From the Sopris Sun (John Colson):
Rankin said he already has two bills he plans to introduce this session, which is scheduled to run from Jan. 7 until May 11, 2015, barring unexpected extensions.
One bill he is certain he will be introducing is a “Federal Lands Coordination” bill, which calls for greater coordination between state government and the local governments at the county and city level in dealing with federal oversight of public lands in the state.
He termed this “a major bill that I’ve run two years in a row, that I’m going to get passed this year.”
He said that 70 percent of the lands in Western Colorado are federally controlled, a circumstance that often generates friction between federal land managers and local governments for a variety of reasons.
For example, he pointed to the ongoing debate over the status of different wildlife species that the federal government has listed as threatened with extinction, such as the sage grouse.

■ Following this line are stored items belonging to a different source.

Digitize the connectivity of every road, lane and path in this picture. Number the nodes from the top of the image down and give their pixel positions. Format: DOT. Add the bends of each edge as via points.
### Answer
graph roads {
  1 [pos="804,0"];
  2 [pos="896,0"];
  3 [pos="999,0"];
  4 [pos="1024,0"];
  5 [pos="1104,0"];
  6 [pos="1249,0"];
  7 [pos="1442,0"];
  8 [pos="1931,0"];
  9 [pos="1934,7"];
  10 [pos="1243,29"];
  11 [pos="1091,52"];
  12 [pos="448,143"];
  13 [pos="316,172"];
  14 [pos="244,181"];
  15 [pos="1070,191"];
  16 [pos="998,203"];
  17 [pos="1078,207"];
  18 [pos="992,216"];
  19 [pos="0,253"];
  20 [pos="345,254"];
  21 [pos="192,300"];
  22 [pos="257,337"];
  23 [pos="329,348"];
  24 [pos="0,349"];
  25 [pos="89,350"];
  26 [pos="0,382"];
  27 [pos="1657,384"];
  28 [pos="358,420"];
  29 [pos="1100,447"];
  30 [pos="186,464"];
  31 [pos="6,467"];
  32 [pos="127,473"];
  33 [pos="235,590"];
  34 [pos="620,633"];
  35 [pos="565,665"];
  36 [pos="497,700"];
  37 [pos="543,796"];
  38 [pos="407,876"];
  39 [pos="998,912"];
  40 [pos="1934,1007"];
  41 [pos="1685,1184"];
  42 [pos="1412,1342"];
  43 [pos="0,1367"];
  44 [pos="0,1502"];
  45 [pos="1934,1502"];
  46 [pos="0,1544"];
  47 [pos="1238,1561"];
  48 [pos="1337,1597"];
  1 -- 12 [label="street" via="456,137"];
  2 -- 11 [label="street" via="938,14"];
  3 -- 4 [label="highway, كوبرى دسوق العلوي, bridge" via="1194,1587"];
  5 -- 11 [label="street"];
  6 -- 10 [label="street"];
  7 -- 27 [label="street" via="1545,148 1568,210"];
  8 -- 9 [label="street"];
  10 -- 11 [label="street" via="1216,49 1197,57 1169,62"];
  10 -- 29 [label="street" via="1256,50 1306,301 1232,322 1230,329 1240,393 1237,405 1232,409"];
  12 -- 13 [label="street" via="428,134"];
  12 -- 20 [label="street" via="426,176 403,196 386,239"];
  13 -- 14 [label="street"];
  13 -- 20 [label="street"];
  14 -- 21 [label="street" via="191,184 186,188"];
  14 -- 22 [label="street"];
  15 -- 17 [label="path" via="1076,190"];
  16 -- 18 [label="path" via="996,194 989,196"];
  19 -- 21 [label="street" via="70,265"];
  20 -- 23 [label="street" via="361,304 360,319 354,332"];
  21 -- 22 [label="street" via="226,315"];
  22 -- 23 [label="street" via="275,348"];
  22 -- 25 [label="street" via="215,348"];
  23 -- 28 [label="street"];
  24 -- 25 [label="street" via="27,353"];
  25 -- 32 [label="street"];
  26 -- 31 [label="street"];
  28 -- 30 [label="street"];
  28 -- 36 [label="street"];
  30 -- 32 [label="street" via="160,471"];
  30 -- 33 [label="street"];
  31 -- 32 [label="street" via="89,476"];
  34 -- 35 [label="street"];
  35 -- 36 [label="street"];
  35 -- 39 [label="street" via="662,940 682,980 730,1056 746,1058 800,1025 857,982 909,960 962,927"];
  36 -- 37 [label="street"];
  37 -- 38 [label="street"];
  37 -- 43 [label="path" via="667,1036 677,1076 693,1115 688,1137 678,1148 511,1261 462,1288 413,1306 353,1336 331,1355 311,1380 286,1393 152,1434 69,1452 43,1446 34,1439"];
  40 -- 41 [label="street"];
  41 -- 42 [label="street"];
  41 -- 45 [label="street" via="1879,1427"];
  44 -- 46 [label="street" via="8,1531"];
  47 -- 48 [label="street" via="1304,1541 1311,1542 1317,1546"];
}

He pointed out that Garfield County has come up with its own sage grouse management plan, which he felt is as good as anything the federal agencies have in mind, but local governments have trouble convincing federal authorities to accept local management ideas.
“If there’s a species that comes up on the radar, and we’re doing a good job protecting it, it works better with local protection,” Rankin declared, adding that the same is true for resource management plans concerning such areas as the Roan Plateau in western Garfield County, where environmentalists and the energy industry have clashed over oil and gas drilling proposals.
Rankin said he was involved in negotiation of a recent compromise settlement regarding the Roan Plateau, and predicted, “We’re going to try to do that with the Thompson Divide,” an area near Carbondale where a similar dispute over oil and gas drilling plans has done on for the past five or six years.
His bill, he said, would bring the state government into such disputes on the side of local governments, and would result in negotiated settlements that meet the needs of environmentalists, industrialists, ranchers and area communities.
“We can make it a win for everybody,” Rankin said, calling his approach a way of creating “a better partnership with the federal government” and avoiding the cost and time of bureaucratic battles and possibly court action over everything from species protection to mineral extraction and cattle grazing.
Asked if his approach has anything common with the old Sagebrush Rebellion of the 1970s and 1980s, when westerners tried to wrest control of public lands from federal hands and turn control over to state and local governments, Ranking conceded, “There’s some of that going on.”
But, he said, “That’s not what my bill is all about.” He maintained that federal land managers “love it” when local governments offer to form partnerships in these matters, and that his bill will help that to happen.